Republicans critical of the federal government response complained about what they called a confused and uncoordinated policy, but no one at a Senate Appropriations Committee hearing seemed to indicate the money wouldn't be approved before the end of the year.

"The situation is serious," said Maryland Sen. Barbara Mikulski, who chairs the committee. "First, we must fight the disease at its epicenter in West Africa — in Liberia, Guinea and Sierra Leone."

"We have to have a strong worldwide public health effort."

More than 50 organizations weighed in with written testimony supporting the spending and saying budget cuts have damaged U.S. preparedness.

"We have to have a strong worldwide public health effort."

"We believe we have the right strategy in place both at home and abroad," Health and Human Services Secretary Sylvia Burwell told the hearing.

Alabama Sen. Richard Shelby, ranking Republican on the committee, criticized what he called a “confusing and, at times, contradictory” U.S. government response.

“For example the CDC’s guidance to hospitals has been a moving target,” Shelby said. “This uncertainty may have exposed healthcare professionals to unnecessary risk.”

Two nurses were infected by the first domestic U.S. Ebola case, Thomas Eric Duncan, and the CDC said later that nurses appeared to be using protective gear incorrectly at the hospital where Duncan was treated.

More than 14,000 people have been reported with Ebola infections, the World Health Organization says, and more than 5,000 have died — although the actual numbers are almost certainly higher.

"We believe the number of true cases is larger than the number of reported cases," Centers for Disease Control and Prevention director Dr.

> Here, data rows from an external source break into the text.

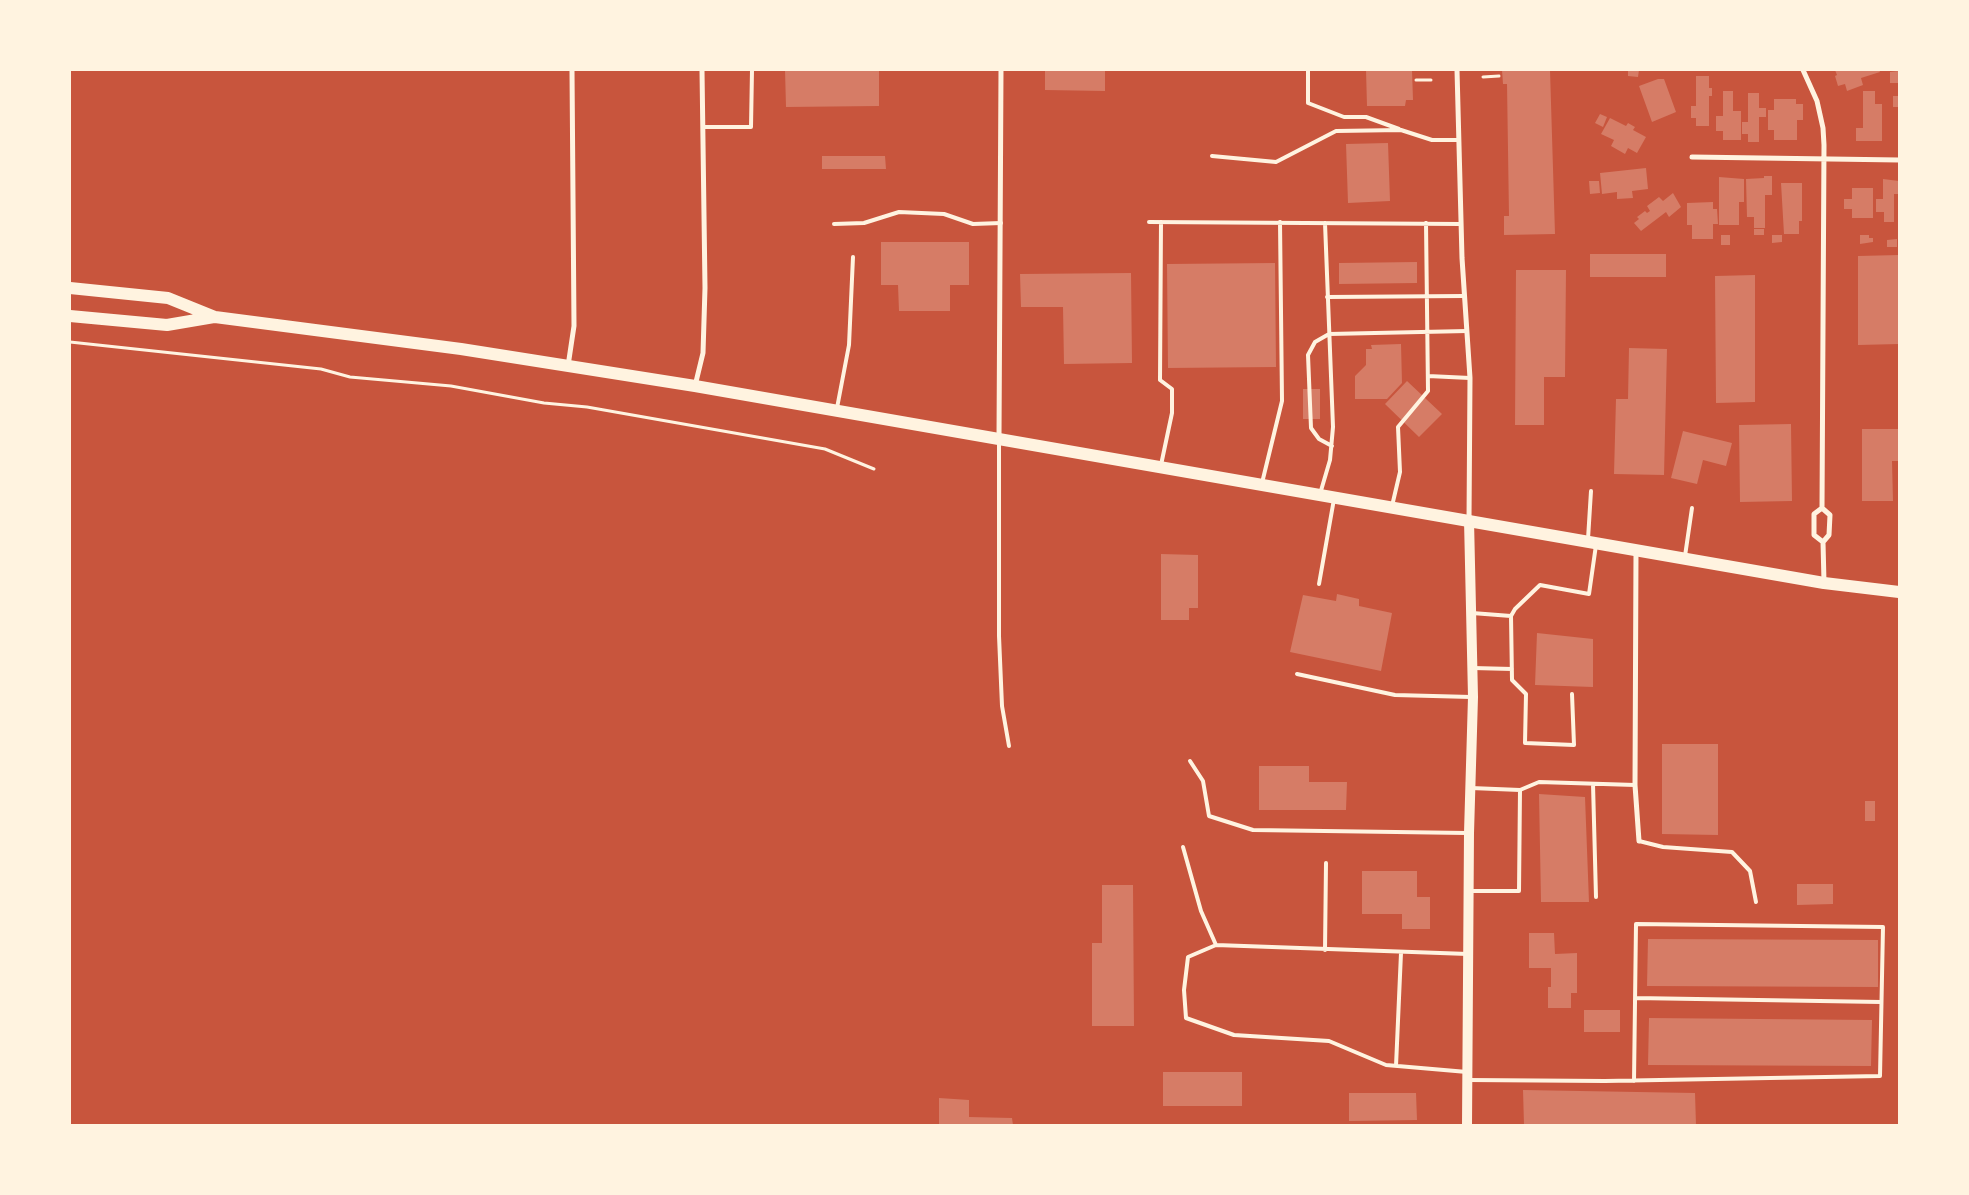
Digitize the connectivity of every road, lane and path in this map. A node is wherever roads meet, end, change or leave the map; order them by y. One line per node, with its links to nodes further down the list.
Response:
1 (572, 70): 38 (street)
2 (702, 70): 12 (street)
3 (752, 70): 12 (lane)
4 (1001, 70): 22 (street)
5 (1308, 70): 13 (lane)
6 (1457, 70): 14 (street)
7 (1803, 70): 17 (street)
8 (1499, 76): 9 (path)
9 (1483, 77)
10 (1416, 80): 11 (path)
11 (1431, 80)
12 (703, 127): 41 (street)
13 (1401, 130): 14 (lane); 15 (lane)
14 (1458, 140): 26 (street)
15 (1212, 156)
16 (1692, 157): 17 (street)
17 (1824, 159): 18 (street); 53 (street)
18 (1899, 160)
19 (1149, 222): 20 (lane)
20 (1161, 222): 21 (lane); 46 (lane)
21 (1280, 222): 23 (lane); 47 (lane)
22 (1000, 223): 25 (lane); 43 (street)
23 (1325, 223): 24 (lane); 29 (lane)
24 (1426, 223): 26 (lane); 30 (lane)
25 (834, 224)
26 (1461, 224): 31 (street)
27 (853, 257): 42 (lane)
28 (70, 288): 33 (main road)
29 (1328, 296): 30 (lane); 36 (lane)
30 (1427, 296): 31 (lane); 35 (lane)
31 (1464, 296): 34 (street)
32 (70, 316): 33 (main road)
33 (215, 317): 38 (main road)
34 (1467, 331): 35 (lane); 40 (street)
35 (1427, 332): 36 (lane); 39 (lane)
36 (1329, 334): 44 (lane); 44 (lane)
37 (70, 342): 45 (path)
38 (568, 366): 41 (main road)
39 (1428, 376): 40 (lane); 51 (lane)
40 (1470, 378): 54 (street)
41 (695, 386): 42 (main road)
42 (837, 410): 43 (main road)
43 (998, 438): 46 (main road); 69 (lane)
44 (1332, 446): 49 (lane)
45 (874, 468)
46 (1160, 468): 47 (main road)
47 (1262, 484): 49 (main road)
48 (1591, 492): 55 (lane)
49 (1320, 494): 50 (main road)
50 (1335, 497): 51 (main road); 60 (lane)
51 (1392, 507): 54 (main road)
52 (1692, 508): 58 (lane)
53 (1822, 508): 56 (street); 56 (street)
54 (1469, 520): 55 (main road); 62 (main road)
55 (1592, 542): 57 (main road); 63 (lane)
56 (1823, 542): 59 (street)
57 (1636, 549): 58 (main road); 72 (street)
58 (1685, 558): 59 (main road)
59 (1824, 583): 61 (main road)
60 (1319, 584)
61 (1899, 592)
62 (1472, 613): 63 (lane); 64 (main road)
63 (1511, 616): 65 (lane)
64 (1473, 668): 65 (lane); 68 (main road)
65 (1512, 670): 67 (lane)
66 (1297, 674): 68 (lane)
67 (1572, 694)
68 (1473, 697): 73 (main road)
69 (1009, 746)
70 (1190, 761): 75 (lane)
71 (1593, 784): 72 (lane); 74 (lane); 80 (lane)
72 (1635, 785): 76 (street)
73 (1471, 788): 74 (lane); 75 (main road)
74 (1520, 790): 79 (lane)
75 (1469, 833): 79 (main road)
76 (1639, 841): 81 (lane)
77 (1182, 847): 82 (lane)
78 (1326, 863): 83 (lane)
79 (1469, 891): 85 (main road)
80 (1596, 897)
81 (1756, 902)
82 (1216, 945): 83 (lane); 88 (lane)
83 (1325, 950): 84 (lane)
84 (1401, 953): 85 (lane); 88 (lane)
85 (1468, 954): 89 (main road)
86 (1635, 998): 87 (lane); 87 (lane); 90 (lane)
87 (1882, 1002): 90 (lane)
88 (1396, 1066): 89 (lane)
89 (1468, 1076): 90 (lane); 91 (main road)
90 (1634, 1081)
91 (1467, 1125)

Thomas Frieden told the hearing.

But the threat is in West Africa, he said, not the United States. "We do not think a large outbreak is likely in our country," Frieden said.

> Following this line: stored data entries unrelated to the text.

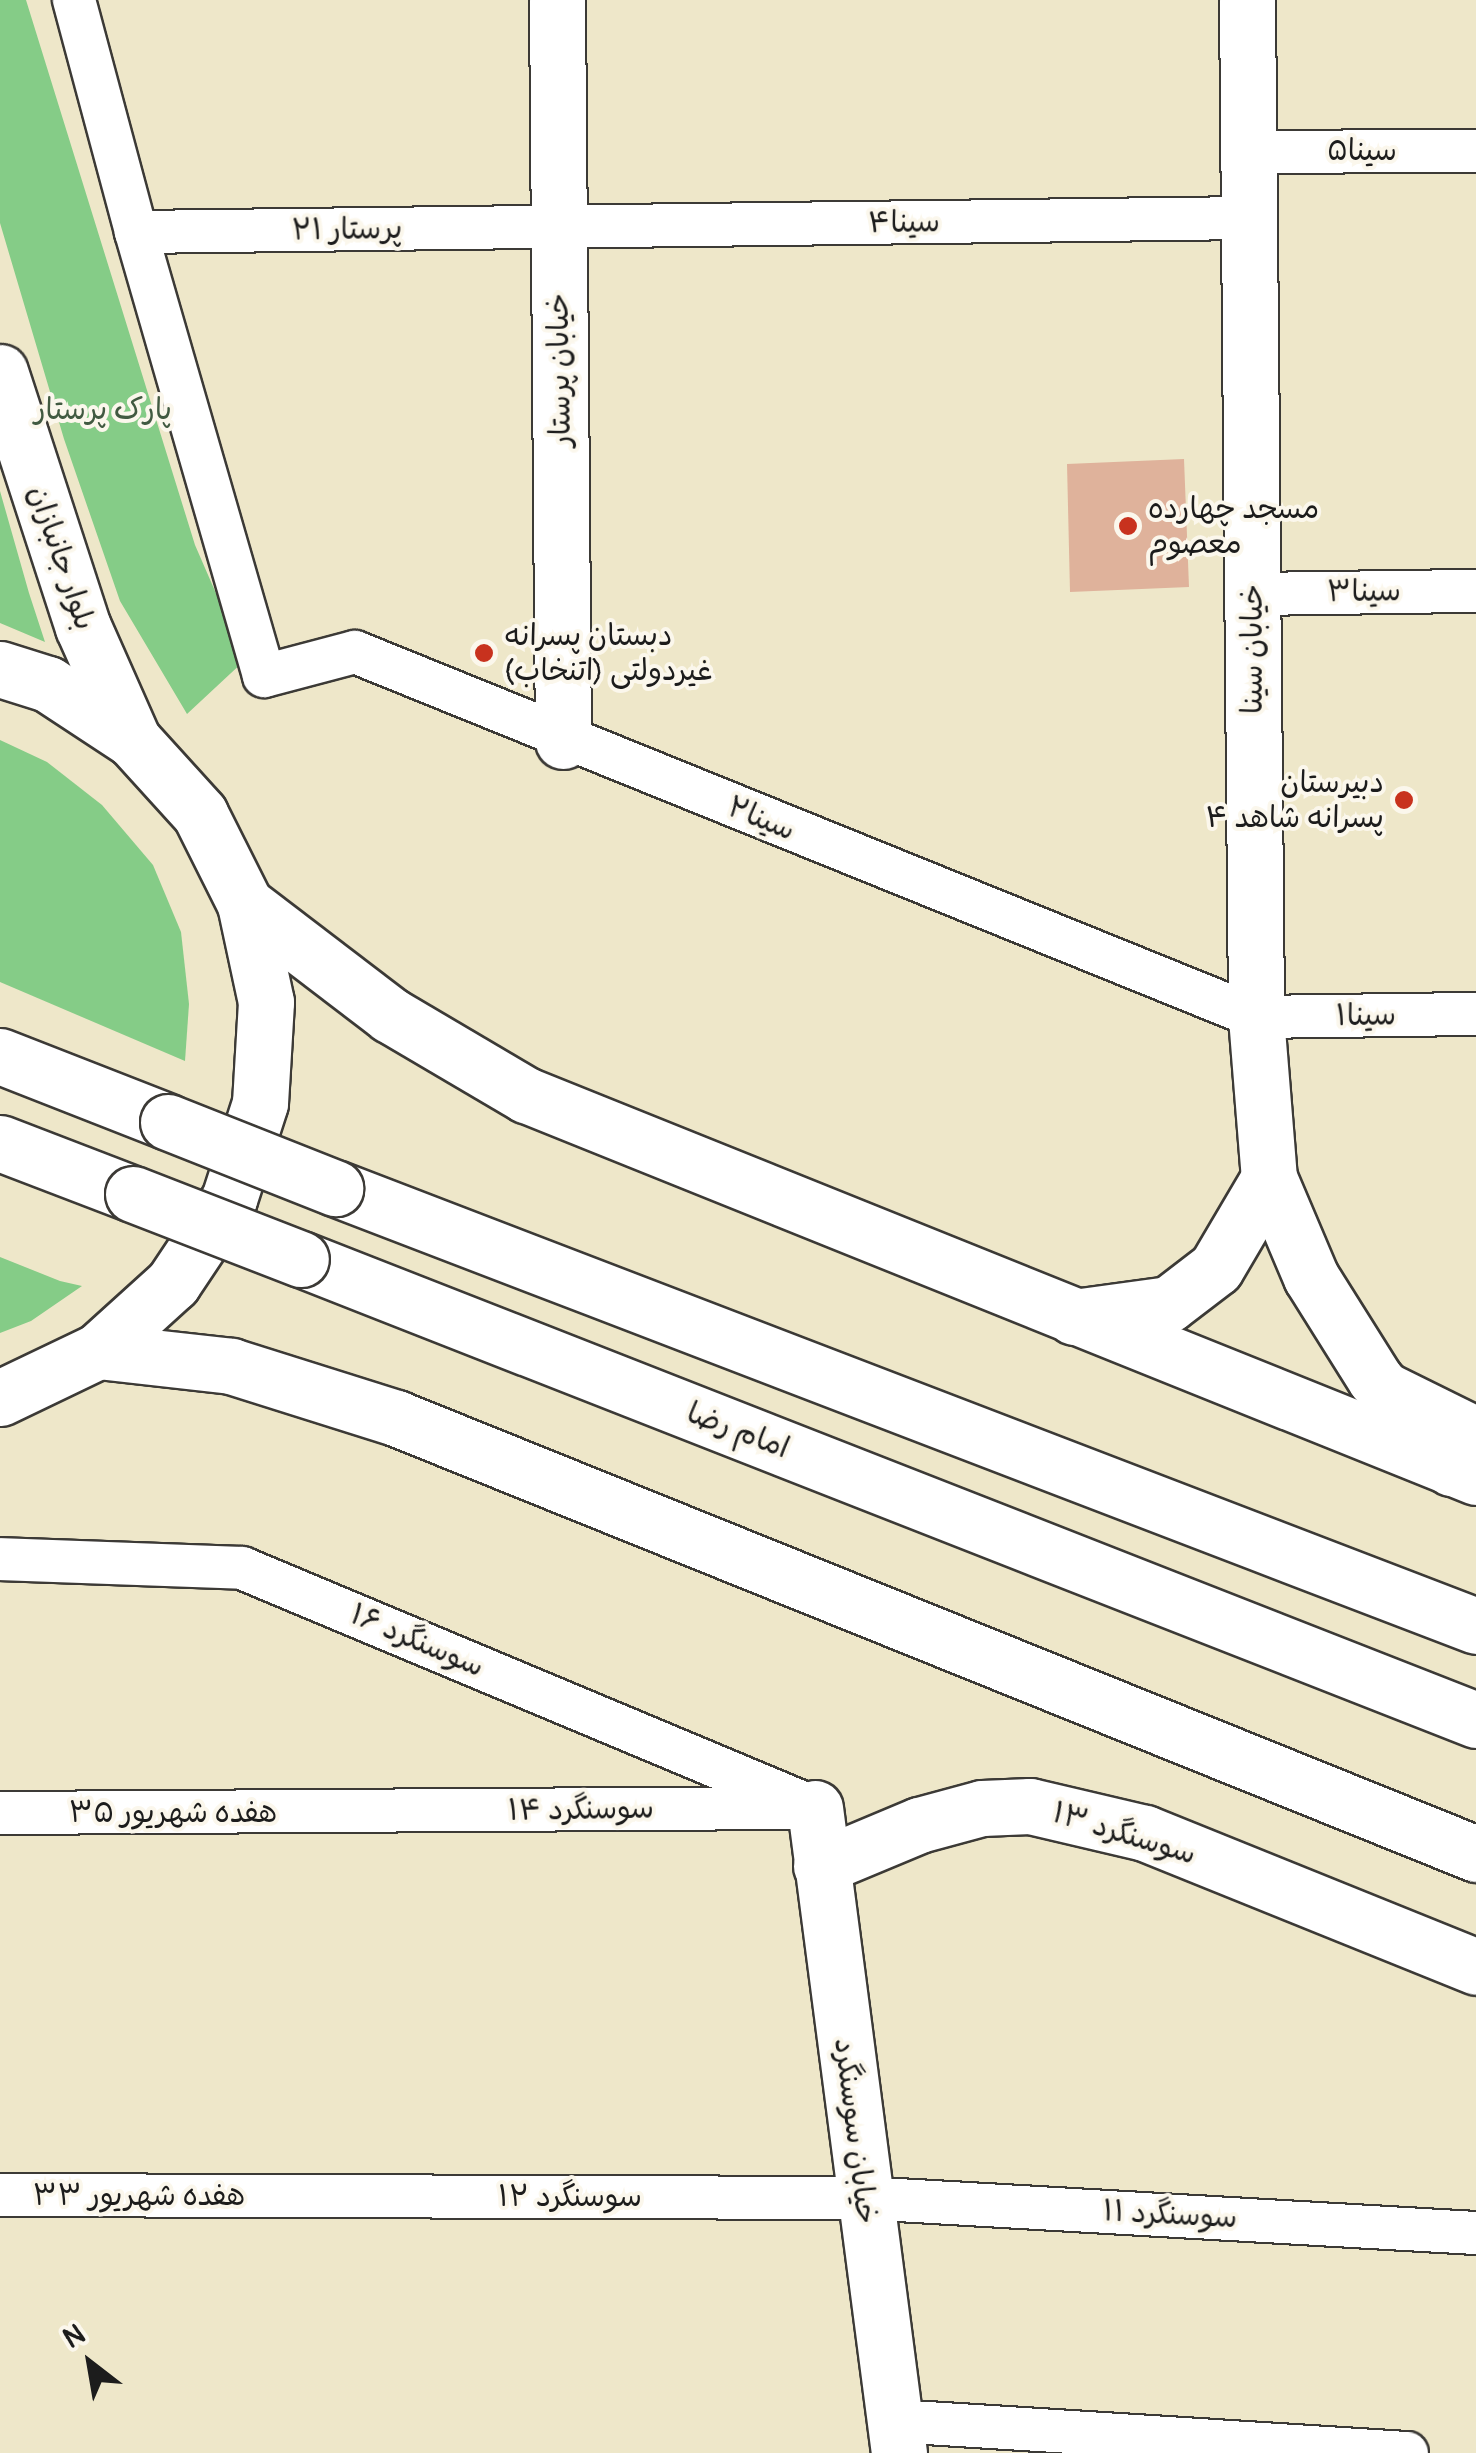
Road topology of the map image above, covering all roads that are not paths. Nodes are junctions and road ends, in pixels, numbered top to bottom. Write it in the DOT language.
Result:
graph roads {
  1 [pos="74,0"];
  2 [pos="556,0"];
  3 [pos="1247,0"];
  4 [pos="1476,151"];
  5 [pos="1248,152"];
  6 [pos="1249,218"];
  7 [pos="558,228"];
  8 [pos="136,232"];
  9 [pos="0,372"];
  10 [pos="1476,591"];
  11 [pos="1252,594"];
  12 [pos="0,669"];
  13 [pos="132,740"];
  14 [pos="564,740"];
  15 [pos="245,904"];
  16 [pos="1476,1014"];
  17 [pos="1256,1017"];
  18 [pos="0,1056"];
  19 [pos="0,1143"];
  20 [pos="1269,1178"];
  21 [pos="1074,1318"];
  22 [pos="98,1350"];
  23 [pos="0,1398"];
  24 [pos="1468,1458"];
  25 [pos="0,1559"];
  26 [pos="1476,1626"];
  27 [pos="1476,1720"];
  28 [pos="815,1808"];
  29 [pos="0,1813"];
  30 [pos="347,1813"];
  31 [pos="1476,1854"];
  32 [pos="821,1866"];
  33 [pos="1476,1966"];
  34 [pos="0,2195"];
  35 [pos="278,2196"];
  36 [pos="863,2198"];
  37 [pos="1476,2232"];
  38 [pos="897,2437"];
  39 [pos="1407,2453"];
  1 -- 8 [label="street"];
  2 -- 7 [label="main road, خیابان پرستار"];
  3 -- 5 [label="main road, خیابان سینا"];
  4 -- 5 [label="street, سینا۵"];
  5 -- 6 [label="main road, خیابان سینا"];
  6 -- 7 [label="street, سینا۴"];
  6 -- 11 [label="main road, خیابان سینا"];
  7 -- 8 [label="street, پرستار ۲۱"];
  7 -- 14 [label="main road, خیابان پرستار"];
  8 -- 14 [label="street, سینا۲"];
  9 -- 13 [label="main road, بلوار جانبازان"];
  10 -- 11 [label="street, سینا۳"];
  11 -- 17 [label="main road, خیابان سینا"];
  12 -- 13 [label="main road"];
  13 -- 15 [label="main road"];
  14 -- 17 [label="street, سینا۲"];
  15 -- 21 [label="main road"];
  15 -- 22 [label="main road"];
  16 -- 17 [label="street, سینا۱"];
  17 -- 20 [label="main road, خیابان سینا"];
  18 -- 26 [label="main road, bridge"];
  19 -- 27 [label="main road, امام رضا, bridge"];
  20 -- 21 [label="main road"];
  20 -- 24 [label="main road, خیابان سینا"];
  21 -- 24 [label="main road"];
  22 -- 23 [label="main road"];
  22 -- 31 [label="main road"];
  25 -- 28 [label="street, سوسنگرد ۱۶"];
  28 -- 30 [label="street, سوسنگرد ۱۴"];
  28 -- 32 [label="main road, خیابان سوسنگرد"];
  29 -- 30 [label="street, هفده شهریور ۳۵"];
  32 -- 33 [label="main road, سوسنگرد ۱۳"];
  32 -- 36 [label="main road, خیابان سوسنگرد"];
  34 -- 35 [label="street, هفده شهریور ۳۳"];
  35 -- 36 [label="street, سوسنگرد ۱۲"];
  36 -- 37 [label="street, سوسنگرد ۱۱"];
  36 -- 38 [label="main road, خیابان سوسنگرد"];
  38 -- 39 [label="street"];
}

Much of the money would go to helping build better public health systems in the three worst affected countries, Frieden said. They lack the ability not only to treat patients, but to detect disease outbreaks in the beginning. "You don't need to look any further than the difference with what happened in Nigeria with Ebola and Liberia with Ebola to see what a difference a prepared public health system makes," Frieden said.

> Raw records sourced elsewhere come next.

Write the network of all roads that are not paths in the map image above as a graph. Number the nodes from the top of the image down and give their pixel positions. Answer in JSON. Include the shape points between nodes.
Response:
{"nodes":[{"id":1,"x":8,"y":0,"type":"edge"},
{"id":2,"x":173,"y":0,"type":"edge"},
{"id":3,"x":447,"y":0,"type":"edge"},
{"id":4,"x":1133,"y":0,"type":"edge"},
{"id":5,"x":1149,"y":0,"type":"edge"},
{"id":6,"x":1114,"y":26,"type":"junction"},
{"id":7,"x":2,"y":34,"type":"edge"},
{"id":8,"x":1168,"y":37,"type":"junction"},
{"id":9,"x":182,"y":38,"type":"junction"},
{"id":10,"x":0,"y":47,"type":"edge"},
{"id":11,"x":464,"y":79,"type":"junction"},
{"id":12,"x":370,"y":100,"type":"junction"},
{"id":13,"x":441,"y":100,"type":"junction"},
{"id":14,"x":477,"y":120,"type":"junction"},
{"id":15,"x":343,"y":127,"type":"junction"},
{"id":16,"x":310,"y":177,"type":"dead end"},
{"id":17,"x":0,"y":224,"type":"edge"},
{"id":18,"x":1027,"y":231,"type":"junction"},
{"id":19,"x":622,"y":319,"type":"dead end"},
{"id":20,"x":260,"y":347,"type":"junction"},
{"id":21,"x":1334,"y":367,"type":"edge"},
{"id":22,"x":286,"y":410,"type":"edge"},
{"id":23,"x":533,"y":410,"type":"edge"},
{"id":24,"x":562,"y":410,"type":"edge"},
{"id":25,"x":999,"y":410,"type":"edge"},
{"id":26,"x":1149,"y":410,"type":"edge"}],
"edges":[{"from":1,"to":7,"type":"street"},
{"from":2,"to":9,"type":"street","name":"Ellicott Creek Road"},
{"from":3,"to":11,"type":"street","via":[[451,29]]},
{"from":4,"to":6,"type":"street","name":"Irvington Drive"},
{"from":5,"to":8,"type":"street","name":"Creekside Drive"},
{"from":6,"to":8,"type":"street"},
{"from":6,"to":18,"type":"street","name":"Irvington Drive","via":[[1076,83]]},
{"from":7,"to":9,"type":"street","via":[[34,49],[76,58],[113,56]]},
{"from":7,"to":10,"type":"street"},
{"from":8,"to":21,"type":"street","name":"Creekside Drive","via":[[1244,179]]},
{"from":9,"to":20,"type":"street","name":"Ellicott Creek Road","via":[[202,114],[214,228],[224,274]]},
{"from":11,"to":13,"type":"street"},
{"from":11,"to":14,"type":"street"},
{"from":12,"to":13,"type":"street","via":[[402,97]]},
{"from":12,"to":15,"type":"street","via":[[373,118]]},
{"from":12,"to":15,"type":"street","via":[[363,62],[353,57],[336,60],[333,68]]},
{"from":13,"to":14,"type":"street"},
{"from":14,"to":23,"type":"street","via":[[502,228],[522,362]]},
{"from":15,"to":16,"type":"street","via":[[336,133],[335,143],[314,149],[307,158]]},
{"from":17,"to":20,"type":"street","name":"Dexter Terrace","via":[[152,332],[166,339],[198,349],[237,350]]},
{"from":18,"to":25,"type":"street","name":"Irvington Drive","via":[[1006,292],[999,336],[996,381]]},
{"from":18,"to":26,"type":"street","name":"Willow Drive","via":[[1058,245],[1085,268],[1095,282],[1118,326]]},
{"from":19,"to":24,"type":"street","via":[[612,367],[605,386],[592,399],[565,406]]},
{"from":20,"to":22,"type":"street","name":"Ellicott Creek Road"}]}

As they spoke the U.S. military announced plans to scale back the number of troops to be sent to Liberia from 4,000 to about 3,000, saying that's all that would be needed.

Ebola began out-of-control spread in Liberia over the summer, overwhelming communities wrecked by years of civil war. In Nigeria, an intense track-and-trace effort stopped an outbreak quickly when Liberian-American Patrick Sawyer carried the virus there. "It took enormous effort, but they stopped it," Frieden said. "Today Nigeria is Ebola-free. The world would be a different place if Liberia and Sierra Leone had those systems in place today."

"We are now facing a cluster in Mali."

And now, Frieden said, Mali has doctors worried. The World Health Organization says a prominent religious leader from Guinea traveled to Mali while sick with Ebola but no one knew until after he died and had been through elaborate funeral preparations in two countries. One nurse infected while treating him has died. Now, weeks later, disease detectives will have to track down hundreds of people who may be at risk.

"We are now facing a cluster in Mali," Frieden said. "The challenge is to make sure that cluster ends as the Nigerian cluster did."

Public health systems like the ones the federal government hopes to build will help do that, he added.

Other groups said Congress has gutted public health funding for years and the country will suffer more consequences if it isn't replenished.

“The budget sequester and other funding cuts to state and local governments have harmed our public health infrastructure. Years of cuts have meant losses in experienced and trained public health staff," the American Federation of State, County and Municipal Employees said in written testimony.

Hospitals have been unprepared because of cuts, also, the American Hospital Association said, citing repeated cuts to the Hospital Preparedness Program that pays for emergency preparations. "For fiscal year 2014, Congress appropriated only $255 million for the HPP, more than a 50 percent reduction from prior years," the group said.